Facts for Kids

Gravity is the pull that makes things come together. It is a very simple idea that works from tiny rocks to giant stars: any object with mass makes a space around it that pulls other objects inward. Because of gravity the Earth holds us and the Moon, and gravity helped clouds of gas join to make stars long ago.

Scientists use different ways to describe gravity. For everyday things, Isaac Newton gave a clear rule. For very big things like stars and bending space, Albert Einstein gave a deeper picture. Both help us understand how the universe hangs together.

Gravity is an invisible pull between objects that have mass. It always pulls objects toward each other, so it is called an attractive force. A useful rule from Newton says the pull gets stronger when objects are heavier and weaker when they are farther apart. In a short form you can write this idea as

\[F = G \frac{m m'}{r^2}\]

Here, \(F\) means the pull (force), \(G\) is a fixed number that tells how strong gravity is, \(m\) and \(m'\) are the two masses (how much “stuff” each object has), and \(r\) is the distance between their centers. Another idea, the equivalence principle, means that the way mass resists motion and the way mass feels gravity are the same—so all things fall the same way when air does not get in the way.

People in different places thought about why things fall long before modern science. Aristotle, a Greek thinker, said each kind of thing wants to be in its 'natural place' and that heavier things fall faster. Later, builders and thinkers like Archimedes studied the center of weight in shapes to help with lifting and machines.

Across Asia and the Middle East some writers thought of Earth pulling things inward. For example, Brahmagupta used a word like attraction toward Earth, and Al-Biruni and Al-Khazini argued that matter is drawn to Earth’s center. These ideas slowly changed over centuries as people tested and compared results.

In the 1500s and 1600s experiments began to challenge old ideas about falling. Observers like Simon Stevin and experimenters who used ramps or swinging pendulums showed that, without air, heavy and light objects fall the same way. Isaac Newton put these ideas together and said the same force that makes apples fall also makes the Moon orbit Earth.

Newton wrote the neat rule shown earlier, and it let people calculate how planets move and how objects pull on one another. His law works extremely well for most things we meet in daily life and for planets in the sky.
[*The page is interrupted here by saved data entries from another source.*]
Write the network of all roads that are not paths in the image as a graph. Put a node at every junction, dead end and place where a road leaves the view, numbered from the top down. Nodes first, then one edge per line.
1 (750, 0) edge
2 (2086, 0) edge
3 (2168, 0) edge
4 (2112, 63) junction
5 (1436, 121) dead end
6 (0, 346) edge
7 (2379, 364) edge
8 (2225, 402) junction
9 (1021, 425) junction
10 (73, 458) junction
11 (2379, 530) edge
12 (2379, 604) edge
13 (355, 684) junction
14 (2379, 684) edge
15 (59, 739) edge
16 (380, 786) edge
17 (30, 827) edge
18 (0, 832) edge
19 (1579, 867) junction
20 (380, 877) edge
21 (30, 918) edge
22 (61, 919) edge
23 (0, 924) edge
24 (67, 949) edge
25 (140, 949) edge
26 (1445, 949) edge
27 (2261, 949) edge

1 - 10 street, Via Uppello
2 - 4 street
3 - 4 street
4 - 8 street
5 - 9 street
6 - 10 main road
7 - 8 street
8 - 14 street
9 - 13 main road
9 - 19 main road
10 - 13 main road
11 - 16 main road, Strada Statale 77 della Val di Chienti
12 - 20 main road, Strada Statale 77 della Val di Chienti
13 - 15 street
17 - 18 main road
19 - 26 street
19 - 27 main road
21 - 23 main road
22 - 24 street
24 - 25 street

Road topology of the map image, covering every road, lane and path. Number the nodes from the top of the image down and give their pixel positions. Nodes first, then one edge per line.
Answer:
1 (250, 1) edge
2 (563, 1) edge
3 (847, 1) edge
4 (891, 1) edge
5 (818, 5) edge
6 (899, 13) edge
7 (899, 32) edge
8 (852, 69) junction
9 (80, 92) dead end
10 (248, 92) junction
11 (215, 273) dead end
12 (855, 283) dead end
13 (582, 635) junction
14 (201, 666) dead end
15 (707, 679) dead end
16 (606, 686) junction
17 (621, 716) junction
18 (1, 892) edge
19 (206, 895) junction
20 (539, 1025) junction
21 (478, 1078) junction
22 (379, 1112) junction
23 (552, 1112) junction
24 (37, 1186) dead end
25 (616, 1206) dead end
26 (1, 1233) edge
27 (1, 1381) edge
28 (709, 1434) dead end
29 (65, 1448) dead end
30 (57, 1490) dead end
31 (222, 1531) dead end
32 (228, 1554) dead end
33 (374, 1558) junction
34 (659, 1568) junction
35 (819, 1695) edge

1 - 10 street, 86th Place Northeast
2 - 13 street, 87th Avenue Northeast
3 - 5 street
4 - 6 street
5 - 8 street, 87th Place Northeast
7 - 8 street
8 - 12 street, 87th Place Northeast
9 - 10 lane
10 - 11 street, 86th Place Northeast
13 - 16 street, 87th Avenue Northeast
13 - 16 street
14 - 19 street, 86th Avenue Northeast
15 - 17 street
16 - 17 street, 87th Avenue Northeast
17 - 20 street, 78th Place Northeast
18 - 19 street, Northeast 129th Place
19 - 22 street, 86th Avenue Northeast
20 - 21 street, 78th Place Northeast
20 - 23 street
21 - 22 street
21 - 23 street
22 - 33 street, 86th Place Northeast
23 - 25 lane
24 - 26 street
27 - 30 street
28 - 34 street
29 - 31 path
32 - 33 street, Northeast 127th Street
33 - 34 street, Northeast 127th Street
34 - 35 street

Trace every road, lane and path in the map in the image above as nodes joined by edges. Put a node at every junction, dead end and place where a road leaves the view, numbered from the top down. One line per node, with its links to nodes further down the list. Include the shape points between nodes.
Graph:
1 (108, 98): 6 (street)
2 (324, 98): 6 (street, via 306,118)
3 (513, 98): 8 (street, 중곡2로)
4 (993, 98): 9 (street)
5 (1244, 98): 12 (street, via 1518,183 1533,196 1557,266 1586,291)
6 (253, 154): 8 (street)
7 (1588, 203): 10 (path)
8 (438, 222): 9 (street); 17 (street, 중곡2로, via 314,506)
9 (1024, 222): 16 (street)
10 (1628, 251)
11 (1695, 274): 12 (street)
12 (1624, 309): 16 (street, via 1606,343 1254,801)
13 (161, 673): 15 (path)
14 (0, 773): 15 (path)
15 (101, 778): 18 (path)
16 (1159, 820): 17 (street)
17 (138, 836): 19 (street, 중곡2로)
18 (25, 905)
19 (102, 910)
General relativity is Albert Einstein’s idea that tells us gravity comes from the way big things bend the fabric of space and time. Long ago, astronomers noticed Mercury’s path around the Sun moved a tiny bit more each century than expected. People once guessed another hidden planet, but none was found. Einstein’s theory from 1915 explained Mercury’s motion by showing that the Sun curves the space and time around it, and Mercury follows that curve.

Think of a stretched sheet with a heavy ball on it: the sheet dips and smaller balls roll toward the dip. That picture helps show how mass makes a curve in space and time that we call gravity.

Gravity pulls gas together to make stars. As gas falls inward it gets denser and hotter. If the lump is small, it may become a brown dwarf or a big planet. If it is heavy enough, the center gets hot enough for nuclear fusion and a star is born. Inside a steady star, hydrostatic equilibrium means gravity pulls inward while pressure from heat pushes outward and they balance.

When stars use up their fuel, different endings happen: small cores cool into white dwarfs, bigger ones can become neutron stars, and the most massive can collapse into a black hole. Colliding stars and collapsing cores also send out gravitational waves, ripples in space-time that scientists can now detect. On the largest scale, invisible dark matter acts by gravity to pull gas into big halos, helping galaxies form and grow.

Orbit means falling around something without hitting it. A planet moves in a curved path around the Sun because the Sun’s gravity pulls it inward while the planet keeps moving forward. The Moon and our satellites do the same around Earth. In fact, both objects in space are falling toward each other a little; the path they follow depends on how close and how heavy they are.

Long ago, Galileo and Newton described these motions well. Later, Einstein showed that for very heavy or very fast situations we need the curved-space idea. Orbits can be simple ellipses, but when many bodies pull on each other they can become more complicated.